Easton and Otley College joined forces back in August 2012. Part of the new mission and strategy of the college is to promote agricultural courses to a new generation, to counteract the lack of people who are coming into the industry. NEIL RIDLEY is the current rural commercial co-ordinator for the college and has worked with the Otley campus – in an agricultural context – since 1991. Here he explains how things are going.

East Anglian Daily Times: Neil RidleyNeil Ridley (Image: Archant)

I initially came to the college over 20 years ago as a stockman looking after 60 sows, 120 ewes, 30 to 40 cattle and 60 milking goats.

After about a year and a half, I started lecturing as part of my job.

In 1997 I was then asked to work on specific project work with the aim of supporting training and education in agriculture.

For example, thanks to gaining funding – predominantly from the European Social Fund (ESF) – I would go into farm businesses to teach new recruits and juniors national vocational qualifications, and farm managers at higher levels. (At that time – this kind of training in farms was relatively new).

I also worked on creating European exchange programmes where – for example – students would go over to Sweden or Denmark to gain work experience.

The big advantage for students working in places like Sweden is that it’s a very similar political and agricultural system to the UK.

Although going to places like Italy (which did happen) was interesting from a knowledge point of view, it didn’t allow our students to see how other countries tackled similar issues to us.

Today it’s gone full circle now that the college has successfully merged.

For example, we have recently won a £100,000 bid to send students to Sweden (the Czech Republic and Finland) over the next two years.

Students on the Edge Apprenticeship scheme (an educational and industry led partnership that aims to get 300 new recruits into farming by 2015) will be eligible to go on these excursions if they would like.

The fact that it has gone full circle at Easton and Otley - on a personal level - is very pleasing as agriculture is what gets me out of bed in the morning.

I always feel that agriculture has been around for hundreds of human generations. Education has been – on a state basis – for about eight generations.

So having worked in both, it’s very interesting to reflect that Otley was founded on an agricultural bequest that was left in 1909 (by the Felix Thornley Cobbold Trust) and although we might have moved away from our roots during that time, inevitably the roots pull you back to your core - which is agriculture, horticulture and land-based education.

Now that we have combined our campuses, there is a possibility for Easton and Otley College to think strategically about what we are going to do.

As a result of this, we’ve engaged in a £3m development on the Otley campus to support our new vision of supporting the agricultural sector of East Anglia.

We are building some mighty sheds for sheep and beef livestock, machinery activity areas and modern facilities.

If you combine this with the 250 hectare farm at the Easton campus, then I feel confident that the rising generation of students who come and study with us will have everything they need to be a success in industry.

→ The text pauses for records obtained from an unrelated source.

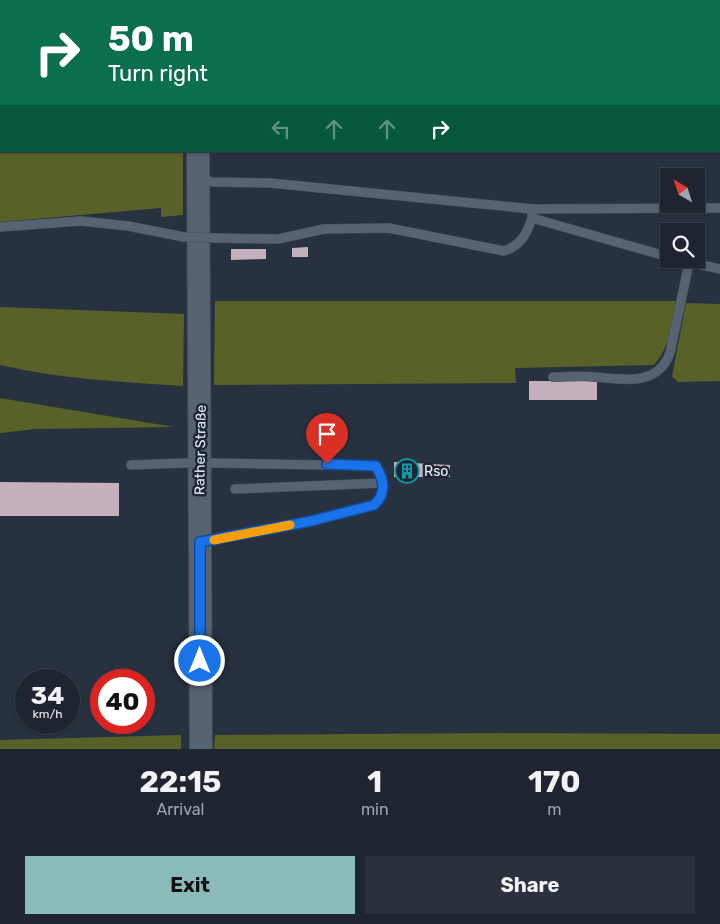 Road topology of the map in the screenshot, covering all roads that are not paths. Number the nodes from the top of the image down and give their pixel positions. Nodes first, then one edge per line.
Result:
1 (198, 152) edge
2 (200, 177) junction
3 (720, 208) edge
4 (532, 213) junction
5 (0, 227) edge
6 (660, 254) edge
7 (705, 266) edge
8 (688, 268) edge
9 (720, 269) edge
10 (553, 377) dead end
11 (131, 466) dead end
12 (383, 483) junction
13 (235, 489) dead end
14 (200, 542) junction
15 (201, 749) edge

1 - 2 street, Rather Straße
2 - 4 lane
2 - 14 street, Rather Straße
3 - 4 lane
4 - 5 lane, bridge
4 - 6 lane
7 - 9 lane
8 - 10 lane
11 - 12 lane, bridge
12 - 13 lane
12 - 14 lane
14 - 15 street, Rather Straße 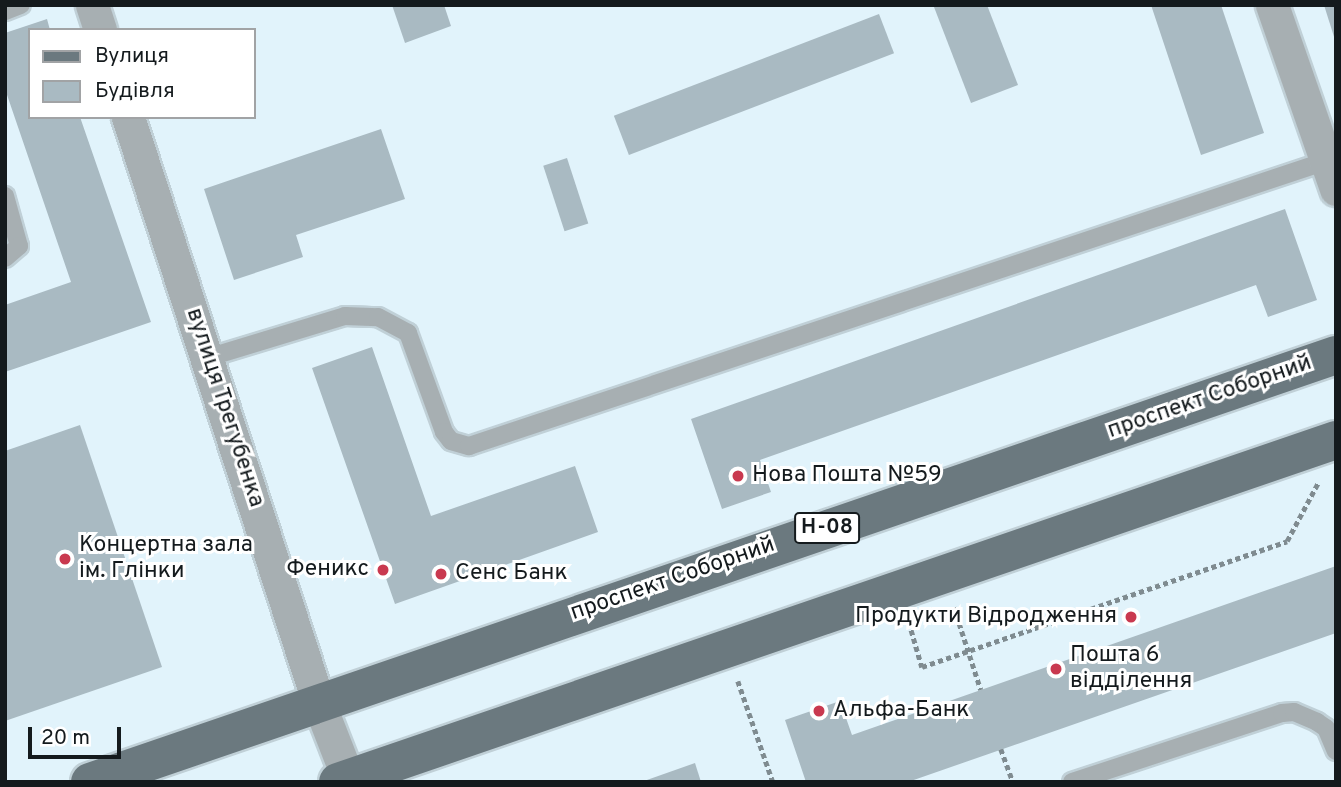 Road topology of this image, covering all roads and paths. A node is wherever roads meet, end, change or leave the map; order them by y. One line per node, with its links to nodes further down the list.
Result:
1 (22, 5): 4 (lane)
2 (92, 5): 5 (street)
3 (1272, 5): 7 (street)
4 (5, 11)
5 (99, 28)
6 (129, 119): 11 (street, вулиця Трегубенка)
7 (1331, 175): 11 (lane)
8 (5, 196): 9 (lane)
9 (5, 258)
10 (1336, 355): 19 (main road, проспект Соборний / Н-08)
11 (210, 357): 19 (street, вулиця Трегубенка)
12 (1336, 440): 22 (main road)
13 (1318, 482): 16 (path)
14 (953, 602): 16 (path)
15 (907, 617): 16 (path)
16 (968, 651): 18 (path)
17 (735, 674): 24 (path)
18 (981, 690)
19 (318, 701): 22 (street, вулиця Трегубенка); 23 (main road, проспект Соборний / Н-08)
20 (1001, 749): 25 (path)
21 (1336, 751): 26 (lane)
22 (343, 780)
23 (90, 782)
24 (774, 782)
25 (1013, 782)
26 (1072, 782)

Within this, I also enjoy reflecting on the rising generation as a more mature member of staff.

When I was training, we didn’t have computers or mobile phones, tractors went at 15mph and cost about £5k and had 60 horse power.

That’s all changed. The average tractor today for example travels at 40mph, has 200 horse power and costs about £130k – and that’s just in my lifetime.

The new generation coming through will be retiring when the new King George is on the throne – if things work out.

Quite what’s going to happen between now and then is anybody’s guess – but as long as we get the basics right in terms of education and training our students – both now and in the future – they will be able to adapt to the changes.

We are also incredibly keen to continue to build links with industry and it’s quite interesting that the fact that Suffolk and Norfolk are working together (in terms of Easton and Otley), always comes up.

I suppose really – when you look at our cultural inheritance, Norfolk and Suffolk have always been joined at the hip.

You can go back to Anglo-Saxon times and it’s always been the Kingdom of the East Angles. The linkage of the North Folk and South folk of East Anglia is hundreds of generations old.

I love our agricultural inheritance, you have people like Thomas Tusser who wrote in the 1500s a poem called 500 good points of husbandry – he life was spent in both Suffolk and Norfolk.

The work of Arthur Young, a Suffolk great from Bradfield Combust.

And Lord Townshend and Thomas William Coke (or Coke of Holkham) in Norfolk positively helped both counties (and the rest of the world) during the agricultural revolution in the 18th and 19th centuries.

George Ewart-Evans was also a great influence on me. He wrote an oral history of farming in East Anglia using Tusser quotes for his book titles. He was born in Wales, lived in Suffolk and taught in Norfolk.

Going back in times of yore, in many respects, East Anglia was an island.

So I’ve never seen the two counties as being separate.

Personally speaking I was born in Suffolk and grew up in Norwich. And if truth be known, if you scratched an awful lot of Norfolk and Suffolk people, they would say they are from East Anglia – particularly when talking to somebody who didn’t know the United Kingdom very well.

So when you look at the culture of East Anglia we are completely intertwined.

Just perhaps not at Portman Road and Carrow Road – and even that seems to be more friendly banter more than anything else. Both teams have good times and bad times.

In terms of Easton and Otley College, I’m very optimistic that in terms of agriculture and everything else, we can look ahead to lots of good times.